160 redpoll (#) Jan 15th, 2013 - 09:30 pm Report abuse
@159 Thats what malevo is paid to do
161 Shed-time (#) Jan 15th, 2013 - 09:57 pm Report abuse
Everyone supports the demilitarisation of an fictional entity, the Malvinas because they don't exist. Having a sheet of paper saying we support the demilitarization of the Malvinas is like saying you support the demilitarisation of middle earth. It's completely meaningless.

One minute it's the demilitarisation of the South Atlantic, then it's the demilitarisation of someone else's country. Basically, the Argies lost the War of Aggression in 1982, which they started and the current government is still rewarding supporters with medals. So, it makes perfect sense to militarise the Falklands.

Get over it.
162 Zethee (#) Jan 15th, 2013 - 10:42 pm Report abuse
”An I don't like to discuss issues with intolerant and bigoted people (like you) that insult others beacuse they think different from you. So enjoy your day !!”


I was wrong, i was proven wrong and i have no way of even trying to prove you wrong. So i am using this as an excuse to give up without actually admitting i am wrong.#

I did not insult you because you think differently than i do. I insulted you because even after being given the correct wage and calculation for working out the desired number, you STILL got it completely wrong.

I insulted you because you did not think at all.
163 zethe (#) Jan 15th, 2013 - 10:52 pm Report abuse
“All the information I took about a total yearly cost of 365/400 million punds were from British media or English written sites so I really doubt thay were estimated by Argentininas.”

No-one said they were made by Argentinians.

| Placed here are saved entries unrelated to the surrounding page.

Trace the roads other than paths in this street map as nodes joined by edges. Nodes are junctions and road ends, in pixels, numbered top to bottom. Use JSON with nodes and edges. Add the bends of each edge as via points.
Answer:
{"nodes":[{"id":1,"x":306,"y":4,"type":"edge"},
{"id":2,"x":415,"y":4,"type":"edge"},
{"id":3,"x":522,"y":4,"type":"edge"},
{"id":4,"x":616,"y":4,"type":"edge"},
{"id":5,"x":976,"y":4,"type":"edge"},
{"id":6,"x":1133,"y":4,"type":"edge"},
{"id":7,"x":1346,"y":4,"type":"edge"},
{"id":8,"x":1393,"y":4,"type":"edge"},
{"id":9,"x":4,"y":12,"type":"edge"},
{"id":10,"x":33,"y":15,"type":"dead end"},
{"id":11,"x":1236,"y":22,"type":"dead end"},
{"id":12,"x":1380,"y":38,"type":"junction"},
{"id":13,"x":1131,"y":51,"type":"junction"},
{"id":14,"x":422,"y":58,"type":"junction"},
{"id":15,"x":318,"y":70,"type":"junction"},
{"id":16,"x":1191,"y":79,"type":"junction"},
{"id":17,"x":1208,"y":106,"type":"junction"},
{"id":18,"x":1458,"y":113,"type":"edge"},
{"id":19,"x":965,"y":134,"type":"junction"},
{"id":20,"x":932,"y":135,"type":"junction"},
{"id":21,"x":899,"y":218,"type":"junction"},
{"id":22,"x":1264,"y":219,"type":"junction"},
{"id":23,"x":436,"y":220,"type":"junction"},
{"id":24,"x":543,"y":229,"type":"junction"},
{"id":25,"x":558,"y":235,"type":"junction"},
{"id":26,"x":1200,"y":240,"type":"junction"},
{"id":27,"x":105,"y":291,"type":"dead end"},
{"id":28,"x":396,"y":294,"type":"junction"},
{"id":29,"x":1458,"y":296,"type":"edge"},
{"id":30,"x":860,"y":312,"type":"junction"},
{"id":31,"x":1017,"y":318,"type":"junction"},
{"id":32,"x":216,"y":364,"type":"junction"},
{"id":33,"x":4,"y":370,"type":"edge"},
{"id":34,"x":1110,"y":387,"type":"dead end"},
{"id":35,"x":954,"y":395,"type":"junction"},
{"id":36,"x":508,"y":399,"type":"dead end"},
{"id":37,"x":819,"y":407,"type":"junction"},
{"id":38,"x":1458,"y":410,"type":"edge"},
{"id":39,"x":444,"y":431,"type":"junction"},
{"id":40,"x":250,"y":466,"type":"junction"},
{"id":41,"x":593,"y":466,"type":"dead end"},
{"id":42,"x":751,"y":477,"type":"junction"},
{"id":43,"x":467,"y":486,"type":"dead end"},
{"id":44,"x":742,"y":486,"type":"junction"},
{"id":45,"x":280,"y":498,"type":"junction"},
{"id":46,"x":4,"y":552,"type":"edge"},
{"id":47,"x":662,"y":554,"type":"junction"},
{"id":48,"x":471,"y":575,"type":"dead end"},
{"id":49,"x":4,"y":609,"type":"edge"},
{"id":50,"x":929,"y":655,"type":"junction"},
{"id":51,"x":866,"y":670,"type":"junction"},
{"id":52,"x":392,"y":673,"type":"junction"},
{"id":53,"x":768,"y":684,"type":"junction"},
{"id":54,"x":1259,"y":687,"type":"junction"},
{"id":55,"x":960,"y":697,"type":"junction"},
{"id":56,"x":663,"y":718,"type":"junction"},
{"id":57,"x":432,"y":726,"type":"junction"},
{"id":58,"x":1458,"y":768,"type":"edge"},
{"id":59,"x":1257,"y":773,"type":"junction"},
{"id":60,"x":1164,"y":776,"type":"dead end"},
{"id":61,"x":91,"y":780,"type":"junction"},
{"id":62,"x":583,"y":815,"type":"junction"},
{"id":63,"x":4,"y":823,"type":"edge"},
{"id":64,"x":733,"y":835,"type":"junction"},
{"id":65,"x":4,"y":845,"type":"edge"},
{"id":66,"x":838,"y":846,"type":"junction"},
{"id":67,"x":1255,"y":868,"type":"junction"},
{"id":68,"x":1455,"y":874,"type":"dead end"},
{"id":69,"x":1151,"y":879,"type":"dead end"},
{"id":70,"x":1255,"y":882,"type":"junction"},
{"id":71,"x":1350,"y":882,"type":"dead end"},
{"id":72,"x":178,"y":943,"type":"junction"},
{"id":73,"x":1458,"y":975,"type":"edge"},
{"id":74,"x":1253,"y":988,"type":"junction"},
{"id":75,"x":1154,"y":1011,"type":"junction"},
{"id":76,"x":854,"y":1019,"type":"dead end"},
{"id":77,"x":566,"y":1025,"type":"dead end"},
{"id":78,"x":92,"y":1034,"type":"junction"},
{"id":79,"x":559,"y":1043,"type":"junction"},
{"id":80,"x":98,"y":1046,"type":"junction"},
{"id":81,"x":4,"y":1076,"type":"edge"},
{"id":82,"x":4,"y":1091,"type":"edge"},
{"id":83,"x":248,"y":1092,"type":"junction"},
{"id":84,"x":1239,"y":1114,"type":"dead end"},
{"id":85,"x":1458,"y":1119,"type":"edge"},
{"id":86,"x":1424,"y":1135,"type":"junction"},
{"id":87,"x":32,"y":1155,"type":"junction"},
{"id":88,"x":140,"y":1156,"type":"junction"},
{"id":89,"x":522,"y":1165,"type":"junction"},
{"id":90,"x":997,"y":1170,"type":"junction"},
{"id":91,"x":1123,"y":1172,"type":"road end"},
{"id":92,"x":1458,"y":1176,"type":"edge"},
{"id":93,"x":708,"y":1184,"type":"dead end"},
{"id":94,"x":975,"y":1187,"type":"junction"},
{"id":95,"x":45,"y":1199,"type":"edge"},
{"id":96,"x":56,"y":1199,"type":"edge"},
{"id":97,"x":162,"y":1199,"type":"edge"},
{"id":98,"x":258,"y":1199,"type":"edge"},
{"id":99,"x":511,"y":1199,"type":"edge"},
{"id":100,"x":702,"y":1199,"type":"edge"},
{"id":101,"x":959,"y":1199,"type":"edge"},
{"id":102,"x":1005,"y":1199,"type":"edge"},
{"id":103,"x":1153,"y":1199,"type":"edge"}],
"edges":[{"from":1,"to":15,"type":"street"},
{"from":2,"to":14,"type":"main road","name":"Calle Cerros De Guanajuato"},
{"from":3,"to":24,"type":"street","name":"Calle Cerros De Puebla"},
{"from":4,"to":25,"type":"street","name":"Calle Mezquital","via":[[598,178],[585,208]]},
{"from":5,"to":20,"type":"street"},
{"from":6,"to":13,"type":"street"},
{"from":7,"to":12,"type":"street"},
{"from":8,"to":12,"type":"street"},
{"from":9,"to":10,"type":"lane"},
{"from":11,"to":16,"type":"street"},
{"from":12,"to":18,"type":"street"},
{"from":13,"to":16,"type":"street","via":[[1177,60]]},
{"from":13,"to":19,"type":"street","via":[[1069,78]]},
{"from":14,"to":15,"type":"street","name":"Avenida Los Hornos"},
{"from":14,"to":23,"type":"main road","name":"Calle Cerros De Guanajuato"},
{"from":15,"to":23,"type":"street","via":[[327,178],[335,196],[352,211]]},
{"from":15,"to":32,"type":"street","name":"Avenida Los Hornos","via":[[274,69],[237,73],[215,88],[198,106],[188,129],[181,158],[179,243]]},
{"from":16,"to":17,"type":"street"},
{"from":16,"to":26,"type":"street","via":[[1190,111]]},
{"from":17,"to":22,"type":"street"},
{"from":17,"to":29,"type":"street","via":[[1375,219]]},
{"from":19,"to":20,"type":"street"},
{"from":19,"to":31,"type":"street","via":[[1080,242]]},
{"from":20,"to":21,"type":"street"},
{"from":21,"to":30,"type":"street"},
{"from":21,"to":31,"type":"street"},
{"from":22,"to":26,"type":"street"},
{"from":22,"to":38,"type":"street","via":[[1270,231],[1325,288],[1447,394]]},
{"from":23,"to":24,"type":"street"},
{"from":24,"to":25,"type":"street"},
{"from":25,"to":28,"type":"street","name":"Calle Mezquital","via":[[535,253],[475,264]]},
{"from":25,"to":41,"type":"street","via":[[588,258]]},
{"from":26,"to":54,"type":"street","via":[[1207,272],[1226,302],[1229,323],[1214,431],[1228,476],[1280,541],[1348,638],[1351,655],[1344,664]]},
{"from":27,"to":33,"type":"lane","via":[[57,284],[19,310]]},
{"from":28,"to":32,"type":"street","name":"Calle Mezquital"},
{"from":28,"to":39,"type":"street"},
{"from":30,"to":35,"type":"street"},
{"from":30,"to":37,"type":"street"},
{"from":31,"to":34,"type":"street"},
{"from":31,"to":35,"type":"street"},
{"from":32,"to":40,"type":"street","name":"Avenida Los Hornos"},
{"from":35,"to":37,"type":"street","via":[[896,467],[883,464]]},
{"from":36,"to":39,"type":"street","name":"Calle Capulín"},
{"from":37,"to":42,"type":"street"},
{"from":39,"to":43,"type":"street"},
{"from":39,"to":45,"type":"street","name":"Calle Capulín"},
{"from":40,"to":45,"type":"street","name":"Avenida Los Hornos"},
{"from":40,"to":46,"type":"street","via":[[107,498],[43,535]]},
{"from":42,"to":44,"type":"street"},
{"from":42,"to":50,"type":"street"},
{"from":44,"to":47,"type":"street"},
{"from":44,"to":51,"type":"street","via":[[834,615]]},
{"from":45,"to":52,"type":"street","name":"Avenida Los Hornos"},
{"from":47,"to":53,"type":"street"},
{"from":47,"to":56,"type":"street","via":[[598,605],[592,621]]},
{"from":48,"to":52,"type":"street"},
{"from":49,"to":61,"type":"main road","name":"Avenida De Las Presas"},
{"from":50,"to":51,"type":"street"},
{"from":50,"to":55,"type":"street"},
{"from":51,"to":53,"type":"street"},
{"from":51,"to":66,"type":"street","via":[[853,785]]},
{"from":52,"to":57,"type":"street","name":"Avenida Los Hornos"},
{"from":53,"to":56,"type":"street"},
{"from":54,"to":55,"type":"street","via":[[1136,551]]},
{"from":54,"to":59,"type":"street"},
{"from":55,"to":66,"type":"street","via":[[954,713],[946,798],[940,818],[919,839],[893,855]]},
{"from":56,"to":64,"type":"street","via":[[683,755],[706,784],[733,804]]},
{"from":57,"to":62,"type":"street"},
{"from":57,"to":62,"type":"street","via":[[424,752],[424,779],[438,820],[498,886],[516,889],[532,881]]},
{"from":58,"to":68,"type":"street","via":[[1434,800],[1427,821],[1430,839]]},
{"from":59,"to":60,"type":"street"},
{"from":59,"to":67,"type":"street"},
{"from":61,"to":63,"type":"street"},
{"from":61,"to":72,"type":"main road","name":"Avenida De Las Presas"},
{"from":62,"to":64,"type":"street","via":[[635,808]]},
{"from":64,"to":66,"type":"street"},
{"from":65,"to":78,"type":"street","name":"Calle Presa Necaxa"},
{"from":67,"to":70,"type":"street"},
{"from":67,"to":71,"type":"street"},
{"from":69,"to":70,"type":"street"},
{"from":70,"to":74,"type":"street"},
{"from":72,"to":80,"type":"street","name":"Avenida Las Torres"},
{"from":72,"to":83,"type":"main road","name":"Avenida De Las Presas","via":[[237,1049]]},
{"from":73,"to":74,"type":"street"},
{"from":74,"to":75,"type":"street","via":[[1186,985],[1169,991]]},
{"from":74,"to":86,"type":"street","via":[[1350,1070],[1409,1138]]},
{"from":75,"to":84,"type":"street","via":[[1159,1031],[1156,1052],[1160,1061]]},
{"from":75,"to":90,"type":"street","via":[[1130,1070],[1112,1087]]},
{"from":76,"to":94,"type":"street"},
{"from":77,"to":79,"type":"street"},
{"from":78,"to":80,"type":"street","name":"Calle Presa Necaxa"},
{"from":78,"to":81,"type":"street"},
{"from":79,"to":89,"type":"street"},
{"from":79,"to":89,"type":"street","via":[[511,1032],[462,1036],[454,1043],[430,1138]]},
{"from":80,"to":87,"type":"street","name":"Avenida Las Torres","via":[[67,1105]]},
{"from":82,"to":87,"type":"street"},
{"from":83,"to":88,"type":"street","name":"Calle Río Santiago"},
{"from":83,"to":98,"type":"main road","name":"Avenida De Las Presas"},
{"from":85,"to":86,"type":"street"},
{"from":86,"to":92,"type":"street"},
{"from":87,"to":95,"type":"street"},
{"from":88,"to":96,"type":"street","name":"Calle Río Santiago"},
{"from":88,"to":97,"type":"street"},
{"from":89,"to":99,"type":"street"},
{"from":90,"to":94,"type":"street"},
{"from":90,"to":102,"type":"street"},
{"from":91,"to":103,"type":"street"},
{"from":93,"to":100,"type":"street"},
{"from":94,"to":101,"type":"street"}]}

The media print many things that are not true.

Many(Recent) news articles state the real figure:

Oh lookie, Mercopress:
164 Xect (#) Jan 15th, 2013 - 11:36 pm Report abuse
Zethe, I am bemused why you keep on about this value? It's extremely insignificant to the UK. I realise some challenged you on the numbers but I think you answered them in a reasonable manner but now you are just flogging a dead horse.

Shall we move on?
165 Pete Bog (#) Jan 15th, 2013 - 11:40 pm Report abuse
“Ghana, along with other 21 countries from South America and Africa, supports the demilitarization of Malvinas.”

That's a bit difficult as you can'de-t militarise/militarise somewhere that doesn't exist.
166 womble (#) Jan 16th, 2013 - 02:26 am Report abuse
When did China gain a military foothold in South America? I was talking about a jigger creating an incident with a Navy vessel, which would suit Argentinas purposes.

No need to escalate it to WW3. Think more the Cod War against a small country (which the UK didn't come out of too well). It doesn't look good a destroyer attacking a fishing boat.

Argentine wants to embarrass the UK. It doesn't need to involve armies or navies. Expect a lot of South Americans turning up in Stanley trying to register for the referendum.

Obviously they won't get a vote, but their story will make a good soundbite on the news programmes for CFK.
167 warteiner (#) Jan 16th, 2013 - 08:49 am Report abuse
@153, we can develope anything, 300km? lol, that is what we want you to bealive. We are not making the same mistakes as we did with Condor II.
Also, Dardo 3 can get to 200km and any aircraft in the FAA (even pampa) can fire it.
Dardo II was a stand of bomb, not Dardo III. Get your facts right, looser.
You are a patetic looser who cannot live without Argentina, the same goes for the mayority in here.
168 lsolde (#) Jan 16th, 2013 - 09:43 am Report abuse
@167 warteiner,
We don't want anything to do with Argentina & we don't need you either, one-wart.
Judging your country's performance, military capability & standard of living, l would say that you are most definitely the losers.
note: its loser, not looser.
Looser would describe the state of the Argentine soldier's bowels, when they heard that the Gurkhas were coming.!
Who cares what fireworks you have developed(snigger)we're a lot more advanced than that, loser.
169 ChrisR (#) Jan 16th, 2013 - 11:01 am Report abuse
167 warteiner

Firstly, insulting me does nothing but weaken your argument.

And, there is NO Dardo III, unless you can provide a link. Typing Dardo III into the query of that amateurish Defence Ministry website returns the classic ‘no page found’ in Espanol of course.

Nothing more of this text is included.